(Collected data entries)
▼

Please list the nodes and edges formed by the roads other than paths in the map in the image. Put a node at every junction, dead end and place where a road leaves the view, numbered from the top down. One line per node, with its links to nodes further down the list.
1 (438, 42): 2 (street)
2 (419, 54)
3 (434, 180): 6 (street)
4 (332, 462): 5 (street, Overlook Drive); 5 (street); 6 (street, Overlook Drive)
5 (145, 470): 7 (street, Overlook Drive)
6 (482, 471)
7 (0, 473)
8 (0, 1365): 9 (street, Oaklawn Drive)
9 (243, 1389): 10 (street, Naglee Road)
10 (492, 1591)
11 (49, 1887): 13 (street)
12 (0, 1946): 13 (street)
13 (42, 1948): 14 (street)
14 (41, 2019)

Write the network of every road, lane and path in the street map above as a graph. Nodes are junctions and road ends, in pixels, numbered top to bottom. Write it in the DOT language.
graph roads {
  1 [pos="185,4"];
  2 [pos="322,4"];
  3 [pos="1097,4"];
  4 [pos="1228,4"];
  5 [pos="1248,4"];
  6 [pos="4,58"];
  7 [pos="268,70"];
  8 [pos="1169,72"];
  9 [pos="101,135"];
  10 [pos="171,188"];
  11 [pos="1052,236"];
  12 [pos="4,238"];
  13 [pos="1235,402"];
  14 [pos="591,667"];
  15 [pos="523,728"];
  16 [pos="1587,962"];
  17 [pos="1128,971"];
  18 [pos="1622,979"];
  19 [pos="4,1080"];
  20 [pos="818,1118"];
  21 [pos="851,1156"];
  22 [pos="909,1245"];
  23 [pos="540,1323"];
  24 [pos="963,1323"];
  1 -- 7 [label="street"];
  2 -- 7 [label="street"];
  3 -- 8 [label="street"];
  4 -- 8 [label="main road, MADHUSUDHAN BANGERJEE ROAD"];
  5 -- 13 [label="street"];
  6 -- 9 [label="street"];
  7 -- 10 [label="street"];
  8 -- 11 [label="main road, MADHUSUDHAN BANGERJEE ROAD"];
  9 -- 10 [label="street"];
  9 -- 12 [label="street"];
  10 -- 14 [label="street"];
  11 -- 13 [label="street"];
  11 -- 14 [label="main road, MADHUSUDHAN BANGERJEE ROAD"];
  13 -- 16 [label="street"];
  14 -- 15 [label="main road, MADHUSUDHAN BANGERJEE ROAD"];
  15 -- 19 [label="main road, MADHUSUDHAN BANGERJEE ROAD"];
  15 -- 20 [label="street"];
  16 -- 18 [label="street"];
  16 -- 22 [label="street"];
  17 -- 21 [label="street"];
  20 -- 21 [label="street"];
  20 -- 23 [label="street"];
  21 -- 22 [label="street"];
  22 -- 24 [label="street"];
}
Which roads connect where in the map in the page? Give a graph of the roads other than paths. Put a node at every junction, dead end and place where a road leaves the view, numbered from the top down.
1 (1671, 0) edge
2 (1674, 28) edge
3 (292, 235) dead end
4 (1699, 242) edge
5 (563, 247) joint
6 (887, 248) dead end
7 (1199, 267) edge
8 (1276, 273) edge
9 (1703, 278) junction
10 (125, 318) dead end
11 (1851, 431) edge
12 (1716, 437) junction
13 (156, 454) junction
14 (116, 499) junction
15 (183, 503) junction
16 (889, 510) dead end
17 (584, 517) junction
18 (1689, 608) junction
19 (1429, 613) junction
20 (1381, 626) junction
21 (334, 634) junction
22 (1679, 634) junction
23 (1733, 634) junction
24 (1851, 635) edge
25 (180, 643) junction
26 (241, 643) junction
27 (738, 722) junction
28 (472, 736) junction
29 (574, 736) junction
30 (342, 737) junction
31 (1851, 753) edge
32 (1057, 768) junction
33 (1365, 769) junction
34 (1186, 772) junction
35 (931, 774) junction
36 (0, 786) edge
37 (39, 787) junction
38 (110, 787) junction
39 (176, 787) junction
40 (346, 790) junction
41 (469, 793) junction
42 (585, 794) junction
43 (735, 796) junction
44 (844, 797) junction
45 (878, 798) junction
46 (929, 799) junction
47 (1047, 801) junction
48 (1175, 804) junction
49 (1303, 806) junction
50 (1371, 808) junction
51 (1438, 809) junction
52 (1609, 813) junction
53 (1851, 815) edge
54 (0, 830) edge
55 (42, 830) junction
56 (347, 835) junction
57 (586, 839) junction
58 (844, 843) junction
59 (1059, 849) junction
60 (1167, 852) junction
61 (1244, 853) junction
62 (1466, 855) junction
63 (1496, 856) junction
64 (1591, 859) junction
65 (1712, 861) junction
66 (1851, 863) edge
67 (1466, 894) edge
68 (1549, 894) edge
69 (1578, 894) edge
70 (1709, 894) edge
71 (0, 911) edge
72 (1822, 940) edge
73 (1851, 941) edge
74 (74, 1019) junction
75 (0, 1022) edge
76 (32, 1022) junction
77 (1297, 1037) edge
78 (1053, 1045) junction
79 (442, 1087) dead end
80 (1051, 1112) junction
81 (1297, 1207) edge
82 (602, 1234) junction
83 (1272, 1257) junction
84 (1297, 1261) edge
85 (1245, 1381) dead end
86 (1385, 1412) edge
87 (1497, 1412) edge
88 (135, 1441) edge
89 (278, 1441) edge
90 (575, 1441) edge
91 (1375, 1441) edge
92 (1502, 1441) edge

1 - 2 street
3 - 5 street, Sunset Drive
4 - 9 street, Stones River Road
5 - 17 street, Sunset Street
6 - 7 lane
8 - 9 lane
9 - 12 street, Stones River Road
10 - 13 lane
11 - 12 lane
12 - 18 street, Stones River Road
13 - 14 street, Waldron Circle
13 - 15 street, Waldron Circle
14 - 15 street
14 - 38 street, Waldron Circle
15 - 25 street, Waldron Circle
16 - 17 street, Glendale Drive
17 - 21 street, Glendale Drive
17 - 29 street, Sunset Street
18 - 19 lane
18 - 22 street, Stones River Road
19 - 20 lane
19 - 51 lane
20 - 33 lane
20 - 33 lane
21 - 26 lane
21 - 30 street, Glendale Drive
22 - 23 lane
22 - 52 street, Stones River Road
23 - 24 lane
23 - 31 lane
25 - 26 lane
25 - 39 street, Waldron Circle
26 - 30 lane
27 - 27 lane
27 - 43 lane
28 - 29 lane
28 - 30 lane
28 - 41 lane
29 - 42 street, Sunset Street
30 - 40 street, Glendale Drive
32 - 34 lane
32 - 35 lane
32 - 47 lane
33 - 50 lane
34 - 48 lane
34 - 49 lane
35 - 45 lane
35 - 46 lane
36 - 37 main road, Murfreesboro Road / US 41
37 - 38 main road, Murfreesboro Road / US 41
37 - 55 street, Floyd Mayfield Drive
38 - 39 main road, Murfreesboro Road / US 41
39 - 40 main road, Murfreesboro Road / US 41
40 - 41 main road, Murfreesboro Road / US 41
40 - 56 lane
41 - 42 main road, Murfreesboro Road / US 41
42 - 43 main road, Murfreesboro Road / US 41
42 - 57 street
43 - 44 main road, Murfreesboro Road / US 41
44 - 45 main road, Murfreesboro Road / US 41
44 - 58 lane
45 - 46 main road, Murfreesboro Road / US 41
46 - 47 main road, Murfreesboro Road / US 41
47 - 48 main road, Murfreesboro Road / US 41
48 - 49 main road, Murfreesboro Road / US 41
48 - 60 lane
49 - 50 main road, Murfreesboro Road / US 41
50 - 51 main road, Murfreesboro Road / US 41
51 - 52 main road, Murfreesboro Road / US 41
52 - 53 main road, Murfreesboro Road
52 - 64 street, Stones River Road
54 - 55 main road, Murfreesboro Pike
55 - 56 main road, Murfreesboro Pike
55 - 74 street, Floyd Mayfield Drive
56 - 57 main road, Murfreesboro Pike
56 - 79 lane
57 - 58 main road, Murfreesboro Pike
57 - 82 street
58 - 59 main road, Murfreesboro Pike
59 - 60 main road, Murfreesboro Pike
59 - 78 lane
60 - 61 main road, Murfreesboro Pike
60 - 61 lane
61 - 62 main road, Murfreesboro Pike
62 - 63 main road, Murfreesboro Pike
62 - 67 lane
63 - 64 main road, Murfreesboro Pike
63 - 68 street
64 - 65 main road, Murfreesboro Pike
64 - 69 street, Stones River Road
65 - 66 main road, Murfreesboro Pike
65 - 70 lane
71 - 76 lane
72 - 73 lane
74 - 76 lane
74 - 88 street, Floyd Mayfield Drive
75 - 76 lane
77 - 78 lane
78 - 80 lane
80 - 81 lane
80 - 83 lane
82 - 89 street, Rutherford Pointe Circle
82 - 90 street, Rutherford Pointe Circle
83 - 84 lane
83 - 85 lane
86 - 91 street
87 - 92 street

▲

■ Exercise details ■
Go through the records and count the lines that include "River", then give only that number.

■ Answer for this exercise ■
7